>>
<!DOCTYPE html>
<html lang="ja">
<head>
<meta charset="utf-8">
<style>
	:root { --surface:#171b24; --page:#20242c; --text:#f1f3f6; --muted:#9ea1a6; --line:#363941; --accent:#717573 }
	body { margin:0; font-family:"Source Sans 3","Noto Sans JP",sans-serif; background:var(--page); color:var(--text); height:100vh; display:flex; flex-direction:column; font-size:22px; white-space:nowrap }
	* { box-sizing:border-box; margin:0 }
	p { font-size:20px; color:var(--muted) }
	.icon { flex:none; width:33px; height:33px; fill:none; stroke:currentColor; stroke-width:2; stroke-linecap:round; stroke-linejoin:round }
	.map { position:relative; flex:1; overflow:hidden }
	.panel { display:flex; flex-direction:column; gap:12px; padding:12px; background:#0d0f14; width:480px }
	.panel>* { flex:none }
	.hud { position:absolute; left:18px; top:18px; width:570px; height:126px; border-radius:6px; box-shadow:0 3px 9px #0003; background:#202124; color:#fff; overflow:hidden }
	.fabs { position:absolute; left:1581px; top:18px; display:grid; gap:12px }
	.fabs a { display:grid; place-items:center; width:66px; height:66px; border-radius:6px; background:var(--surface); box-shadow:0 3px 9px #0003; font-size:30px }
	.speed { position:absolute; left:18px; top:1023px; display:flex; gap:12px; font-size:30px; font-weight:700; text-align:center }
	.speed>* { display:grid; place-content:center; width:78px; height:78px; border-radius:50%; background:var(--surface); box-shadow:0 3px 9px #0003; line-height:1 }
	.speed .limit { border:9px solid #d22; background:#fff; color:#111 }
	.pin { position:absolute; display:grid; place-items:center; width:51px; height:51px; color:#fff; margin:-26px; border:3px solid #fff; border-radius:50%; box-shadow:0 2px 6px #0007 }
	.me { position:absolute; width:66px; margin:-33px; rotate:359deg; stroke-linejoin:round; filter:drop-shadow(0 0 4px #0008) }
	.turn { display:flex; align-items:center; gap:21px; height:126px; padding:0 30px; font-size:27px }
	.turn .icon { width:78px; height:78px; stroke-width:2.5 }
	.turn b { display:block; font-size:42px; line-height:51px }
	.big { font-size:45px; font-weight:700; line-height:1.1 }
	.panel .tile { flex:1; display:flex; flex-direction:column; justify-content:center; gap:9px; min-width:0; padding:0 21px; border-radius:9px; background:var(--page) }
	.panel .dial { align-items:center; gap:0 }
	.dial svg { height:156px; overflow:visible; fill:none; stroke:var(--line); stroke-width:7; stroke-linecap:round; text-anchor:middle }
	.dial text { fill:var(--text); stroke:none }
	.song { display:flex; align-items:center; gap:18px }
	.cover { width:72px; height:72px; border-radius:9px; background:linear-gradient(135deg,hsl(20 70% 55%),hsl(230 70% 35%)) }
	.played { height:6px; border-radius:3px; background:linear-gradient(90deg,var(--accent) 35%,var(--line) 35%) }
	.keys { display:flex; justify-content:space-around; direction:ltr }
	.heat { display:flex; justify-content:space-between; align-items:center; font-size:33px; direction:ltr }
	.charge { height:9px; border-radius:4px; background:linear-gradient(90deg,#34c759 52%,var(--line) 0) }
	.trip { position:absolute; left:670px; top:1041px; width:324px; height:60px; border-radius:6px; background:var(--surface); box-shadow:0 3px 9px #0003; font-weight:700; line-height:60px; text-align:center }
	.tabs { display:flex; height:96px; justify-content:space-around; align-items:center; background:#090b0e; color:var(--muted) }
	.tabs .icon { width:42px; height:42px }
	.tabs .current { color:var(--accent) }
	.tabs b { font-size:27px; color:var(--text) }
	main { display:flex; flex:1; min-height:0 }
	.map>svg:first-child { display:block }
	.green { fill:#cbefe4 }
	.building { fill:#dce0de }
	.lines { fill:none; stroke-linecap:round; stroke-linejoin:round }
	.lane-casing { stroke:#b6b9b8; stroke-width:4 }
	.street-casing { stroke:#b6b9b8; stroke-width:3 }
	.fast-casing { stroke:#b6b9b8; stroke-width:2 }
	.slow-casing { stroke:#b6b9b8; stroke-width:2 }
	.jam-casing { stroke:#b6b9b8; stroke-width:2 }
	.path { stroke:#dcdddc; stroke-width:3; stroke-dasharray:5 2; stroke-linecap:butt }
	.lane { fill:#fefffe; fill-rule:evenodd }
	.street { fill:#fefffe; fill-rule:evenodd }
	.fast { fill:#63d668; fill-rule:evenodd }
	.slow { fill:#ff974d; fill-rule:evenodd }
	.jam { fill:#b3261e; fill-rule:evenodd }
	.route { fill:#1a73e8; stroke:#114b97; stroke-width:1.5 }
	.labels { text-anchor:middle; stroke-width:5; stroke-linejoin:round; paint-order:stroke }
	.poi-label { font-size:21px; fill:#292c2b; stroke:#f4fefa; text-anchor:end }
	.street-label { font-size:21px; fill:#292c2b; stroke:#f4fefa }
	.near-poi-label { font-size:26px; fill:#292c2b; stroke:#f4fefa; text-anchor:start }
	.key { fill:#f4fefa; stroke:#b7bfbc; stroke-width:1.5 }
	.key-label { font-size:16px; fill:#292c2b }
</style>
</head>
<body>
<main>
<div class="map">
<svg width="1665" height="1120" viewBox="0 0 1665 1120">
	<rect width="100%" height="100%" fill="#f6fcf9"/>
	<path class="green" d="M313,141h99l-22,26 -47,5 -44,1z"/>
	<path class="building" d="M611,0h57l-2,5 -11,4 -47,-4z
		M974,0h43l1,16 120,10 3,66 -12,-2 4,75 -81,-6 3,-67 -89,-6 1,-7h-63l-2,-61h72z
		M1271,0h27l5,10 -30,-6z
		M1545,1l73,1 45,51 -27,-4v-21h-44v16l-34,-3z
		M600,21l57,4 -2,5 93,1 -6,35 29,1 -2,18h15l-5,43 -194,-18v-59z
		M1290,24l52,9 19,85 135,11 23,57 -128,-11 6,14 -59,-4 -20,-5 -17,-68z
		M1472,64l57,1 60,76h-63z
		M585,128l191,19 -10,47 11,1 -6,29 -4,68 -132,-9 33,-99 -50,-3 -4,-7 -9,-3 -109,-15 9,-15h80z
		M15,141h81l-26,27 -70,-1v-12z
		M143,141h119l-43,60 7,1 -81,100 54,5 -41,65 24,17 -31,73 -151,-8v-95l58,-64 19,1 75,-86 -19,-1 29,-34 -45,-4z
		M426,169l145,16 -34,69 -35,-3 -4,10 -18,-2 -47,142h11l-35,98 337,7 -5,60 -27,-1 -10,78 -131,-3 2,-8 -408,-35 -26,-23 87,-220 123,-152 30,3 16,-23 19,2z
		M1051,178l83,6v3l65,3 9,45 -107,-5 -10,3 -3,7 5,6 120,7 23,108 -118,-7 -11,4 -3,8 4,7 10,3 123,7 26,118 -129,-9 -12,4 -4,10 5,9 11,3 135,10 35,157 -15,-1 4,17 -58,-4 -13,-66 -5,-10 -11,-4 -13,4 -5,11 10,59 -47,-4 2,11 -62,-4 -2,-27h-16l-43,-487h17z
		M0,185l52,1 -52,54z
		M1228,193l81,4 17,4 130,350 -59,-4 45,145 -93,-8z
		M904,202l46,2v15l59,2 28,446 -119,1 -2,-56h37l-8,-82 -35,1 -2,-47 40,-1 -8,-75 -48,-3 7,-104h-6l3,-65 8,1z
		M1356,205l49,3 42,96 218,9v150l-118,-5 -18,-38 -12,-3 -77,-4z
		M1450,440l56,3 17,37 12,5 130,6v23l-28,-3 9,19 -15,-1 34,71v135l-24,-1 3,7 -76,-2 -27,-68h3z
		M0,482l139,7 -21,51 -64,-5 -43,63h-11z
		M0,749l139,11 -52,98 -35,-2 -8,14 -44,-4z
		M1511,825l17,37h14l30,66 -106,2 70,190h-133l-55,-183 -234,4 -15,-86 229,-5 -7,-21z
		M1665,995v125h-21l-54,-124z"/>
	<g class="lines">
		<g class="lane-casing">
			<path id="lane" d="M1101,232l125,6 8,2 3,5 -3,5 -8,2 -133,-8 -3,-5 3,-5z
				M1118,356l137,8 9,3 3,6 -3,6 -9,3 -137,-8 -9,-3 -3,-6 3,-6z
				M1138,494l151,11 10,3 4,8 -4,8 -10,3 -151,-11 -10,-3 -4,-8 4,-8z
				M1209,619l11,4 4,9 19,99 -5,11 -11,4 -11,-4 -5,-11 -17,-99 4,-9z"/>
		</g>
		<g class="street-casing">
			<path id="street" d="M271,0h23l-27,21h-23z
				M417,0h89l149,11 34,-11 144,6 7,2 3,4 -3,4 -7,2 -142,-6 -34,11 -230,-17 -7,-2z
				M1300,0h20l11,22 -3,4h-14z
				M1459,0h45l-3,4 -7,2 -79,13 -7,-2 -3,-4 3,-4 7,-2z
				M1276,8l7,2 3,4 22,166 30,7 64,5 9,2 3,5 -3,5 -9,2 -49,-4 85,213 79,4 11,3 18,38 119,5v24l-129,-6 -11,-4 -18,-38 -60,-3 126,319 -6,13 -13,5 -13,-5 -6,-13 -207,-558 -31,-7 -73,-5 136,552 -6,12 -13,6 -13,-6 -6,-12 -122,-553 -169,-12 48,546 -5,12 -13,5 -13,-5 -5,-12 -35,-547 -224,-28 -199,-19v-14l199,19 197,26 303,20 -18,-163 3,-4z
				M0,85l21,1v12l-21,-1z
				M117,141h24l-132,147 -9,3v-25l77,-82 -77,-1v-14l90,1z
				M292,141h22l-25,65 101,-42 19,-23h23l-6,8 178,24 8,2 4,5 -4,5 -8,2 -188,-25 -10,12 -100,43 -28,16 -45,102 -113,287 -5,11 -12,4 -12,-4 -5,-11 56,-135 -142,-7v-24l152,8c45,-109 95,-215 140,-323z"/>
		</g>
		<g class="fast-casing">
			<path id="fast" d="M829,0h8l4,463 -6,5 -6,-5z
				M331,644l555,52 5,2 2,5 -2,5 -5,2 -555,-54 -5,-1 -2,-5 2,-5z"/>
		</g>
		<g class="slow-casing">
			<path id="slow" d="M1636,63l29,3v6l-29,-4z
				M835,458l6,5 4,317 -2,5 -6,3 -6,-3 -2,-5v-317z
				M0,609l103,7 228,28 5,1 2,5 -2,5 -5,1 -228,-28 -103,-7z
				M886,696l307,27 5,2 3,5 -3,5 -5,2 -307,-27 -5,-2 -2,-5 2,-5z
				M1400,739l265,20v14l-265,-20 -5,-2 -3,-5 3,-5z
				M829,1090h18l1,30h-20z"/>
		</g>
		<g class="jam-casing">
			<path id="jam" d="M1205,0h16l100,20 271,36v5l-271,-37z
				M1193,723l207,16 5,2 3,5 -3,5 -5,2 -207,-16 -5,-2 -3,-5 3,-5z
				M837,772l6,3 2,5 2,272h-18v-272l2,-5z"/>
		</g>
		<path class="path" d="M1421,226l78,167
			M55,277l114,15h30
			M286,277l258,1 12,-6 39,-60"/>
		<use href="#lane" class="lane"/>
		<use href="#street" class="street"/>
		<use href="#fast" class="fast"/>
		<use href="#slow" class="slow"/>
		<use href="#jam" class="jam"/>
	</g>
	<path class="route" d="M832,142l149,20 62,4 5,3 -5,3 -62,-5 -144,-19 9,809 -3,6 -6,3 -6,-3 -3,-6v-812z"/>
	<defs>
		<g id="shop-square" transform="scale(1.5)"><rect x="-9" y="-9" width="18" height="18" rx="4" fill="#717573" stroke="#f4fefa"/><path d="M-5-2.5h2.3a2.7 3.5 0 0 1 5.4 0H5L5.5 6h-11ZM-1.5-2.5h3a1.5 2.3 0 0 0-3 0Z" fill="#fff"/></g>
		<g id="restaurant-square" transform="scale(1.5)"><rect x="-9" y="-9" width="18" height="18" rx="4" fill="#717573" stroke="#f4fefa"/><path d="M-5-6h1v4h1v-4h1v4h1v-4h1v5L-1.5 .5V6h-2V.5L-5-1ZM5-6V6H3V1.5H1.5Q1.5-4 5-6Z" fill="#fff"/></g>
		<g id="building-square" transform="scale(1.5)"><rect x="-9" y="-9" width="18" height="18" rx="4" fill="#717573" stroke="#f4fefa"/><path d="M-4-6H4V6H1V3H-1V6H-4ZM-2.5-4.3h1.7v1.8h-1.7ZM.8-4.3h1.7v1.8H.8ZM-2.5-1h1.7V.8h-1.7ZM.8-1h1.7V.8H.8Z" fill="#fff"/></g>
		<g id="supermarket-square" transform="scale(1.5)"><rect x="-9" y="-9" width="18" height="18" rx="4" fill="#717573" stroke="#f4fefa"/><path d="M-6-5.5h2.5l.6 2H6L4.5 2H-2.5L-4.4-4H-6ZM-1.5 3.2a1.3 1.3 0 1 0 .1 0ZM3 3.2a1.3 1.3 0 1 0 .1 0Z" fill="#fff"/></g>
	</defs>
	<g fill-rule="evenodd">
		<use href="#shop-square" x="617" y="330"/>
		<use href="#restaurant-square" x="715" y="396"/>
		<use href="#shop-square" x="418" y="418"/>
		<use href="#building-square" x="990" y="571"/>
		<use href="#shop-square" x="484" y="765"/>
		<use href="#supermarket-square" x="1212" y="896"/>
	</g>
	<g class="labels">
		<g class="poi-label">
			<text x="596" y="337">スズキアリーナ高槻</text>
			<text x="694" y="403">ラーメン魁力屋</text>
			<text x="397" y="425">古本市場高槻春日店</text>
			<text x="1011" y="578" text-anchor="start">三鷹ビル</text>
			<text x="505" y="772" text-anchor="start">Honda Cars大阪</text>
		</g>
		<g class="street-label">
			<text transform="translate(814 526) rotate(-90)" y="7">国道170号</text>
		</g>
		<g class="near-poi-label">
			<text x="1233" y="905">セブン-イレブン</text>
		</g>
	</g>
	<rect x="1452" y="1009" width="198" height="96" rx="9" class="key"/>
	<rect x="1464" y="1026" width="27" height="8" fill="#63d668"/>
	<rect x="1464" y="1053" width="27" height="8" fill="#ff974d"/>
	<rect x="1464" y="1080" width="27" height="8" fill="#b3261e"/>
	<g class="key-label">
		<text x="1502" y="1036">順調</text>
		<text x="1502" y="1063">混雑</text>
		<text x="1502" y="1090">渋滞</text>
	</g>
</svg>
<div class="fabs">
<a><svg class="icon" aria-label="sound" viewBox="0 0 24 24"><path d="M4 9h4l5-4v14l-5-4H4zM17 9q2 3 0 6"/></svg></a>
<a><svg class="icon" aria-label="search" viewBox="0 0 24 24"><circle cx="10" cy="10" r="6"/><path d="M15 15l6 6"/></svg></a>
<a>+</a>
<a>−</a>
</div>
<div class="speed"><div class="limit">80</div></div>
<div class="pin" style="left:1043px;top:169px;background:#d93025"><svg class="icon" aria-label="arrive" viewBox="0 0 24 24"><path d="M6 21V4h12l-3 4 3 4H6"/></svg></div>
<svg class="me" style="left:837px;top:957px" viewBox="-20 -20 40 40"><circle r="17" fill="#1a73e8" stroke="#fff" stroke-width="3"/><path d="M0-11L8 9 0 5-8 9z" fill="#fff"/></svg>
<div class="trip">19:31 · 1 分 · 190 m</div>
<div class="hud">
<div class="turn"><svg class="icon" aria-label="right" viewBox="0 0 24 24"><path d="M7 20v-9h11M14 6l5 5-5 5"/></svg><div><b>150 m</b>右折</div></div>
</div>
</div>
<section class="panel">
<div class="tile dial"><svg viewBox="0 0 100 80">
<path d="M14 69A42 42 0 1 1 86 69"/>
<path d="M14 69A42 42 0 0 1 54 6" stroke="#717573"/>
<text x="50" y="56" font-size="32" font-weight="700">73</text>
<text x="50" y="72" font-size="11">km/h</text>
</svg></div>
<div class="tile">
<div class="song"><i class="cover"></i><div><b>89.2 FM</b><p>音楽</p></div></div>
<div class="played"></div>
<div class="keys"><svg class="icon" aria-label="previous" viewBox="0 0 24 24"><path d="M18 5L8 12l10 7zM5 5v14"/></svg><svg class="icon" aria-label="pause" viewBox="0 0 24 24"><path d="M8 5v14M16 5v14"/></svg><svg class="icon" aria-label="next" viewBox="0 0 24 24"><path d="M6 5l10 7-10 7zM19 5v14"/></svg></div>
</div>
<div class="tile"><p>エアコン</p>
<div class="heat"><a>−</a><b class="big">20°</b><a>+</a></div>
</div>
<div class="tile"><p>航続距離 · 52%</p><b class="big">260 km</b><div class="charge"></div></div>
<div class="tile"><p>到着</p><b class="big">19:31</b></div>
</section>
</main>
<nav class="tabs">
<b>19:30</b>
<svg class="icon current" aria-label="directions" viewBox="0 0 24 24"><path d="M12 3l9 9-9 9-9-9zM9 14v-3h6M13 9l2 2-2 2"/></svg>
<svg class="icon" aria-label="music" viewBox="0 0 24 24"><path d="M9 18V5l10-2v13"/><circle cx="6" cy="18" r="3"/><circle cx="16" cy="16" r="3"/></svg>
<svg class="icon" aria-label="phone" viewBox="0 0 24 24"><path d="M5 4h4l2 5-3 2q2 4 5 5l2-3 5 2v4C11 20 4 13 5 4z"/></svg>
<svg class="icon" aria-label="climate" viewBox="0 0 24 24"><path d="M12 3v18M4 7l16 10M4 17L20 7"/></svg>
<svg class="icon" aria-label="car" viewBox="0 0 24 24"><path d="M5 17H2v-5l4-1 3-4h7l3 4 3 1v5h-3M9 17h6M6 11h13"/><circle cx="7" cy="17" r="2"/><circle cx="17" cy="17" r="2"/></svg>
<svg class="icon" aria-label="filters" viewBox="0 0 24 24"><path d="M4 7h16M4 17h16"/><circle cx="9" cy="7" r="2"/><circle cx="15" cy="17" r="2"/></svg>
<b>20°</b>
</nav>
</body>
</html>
<<
**Task instructions:**
Taking the entries above, print exactly the lines starting at the line with "position:relative; flex:1; overflow:hidden" and ending at the line with "position:absolute; left:18px; top:18px;", both included.

**Exercise output:**
	.map { position:relative; flex:1; overflow:hidden }
	.panel { display:flex; flex-direction:column; gap:12px; padding:12px; background:#0d0f14; width:480px }
	.panel>* { flex:none }
	.hud { position:absolute; left:18px; top:18px; width:570px; height:126px; border-radius:6px; box-shadow:0 3px 9px #0003; background:#202124; color:#fff; overflow:hidden }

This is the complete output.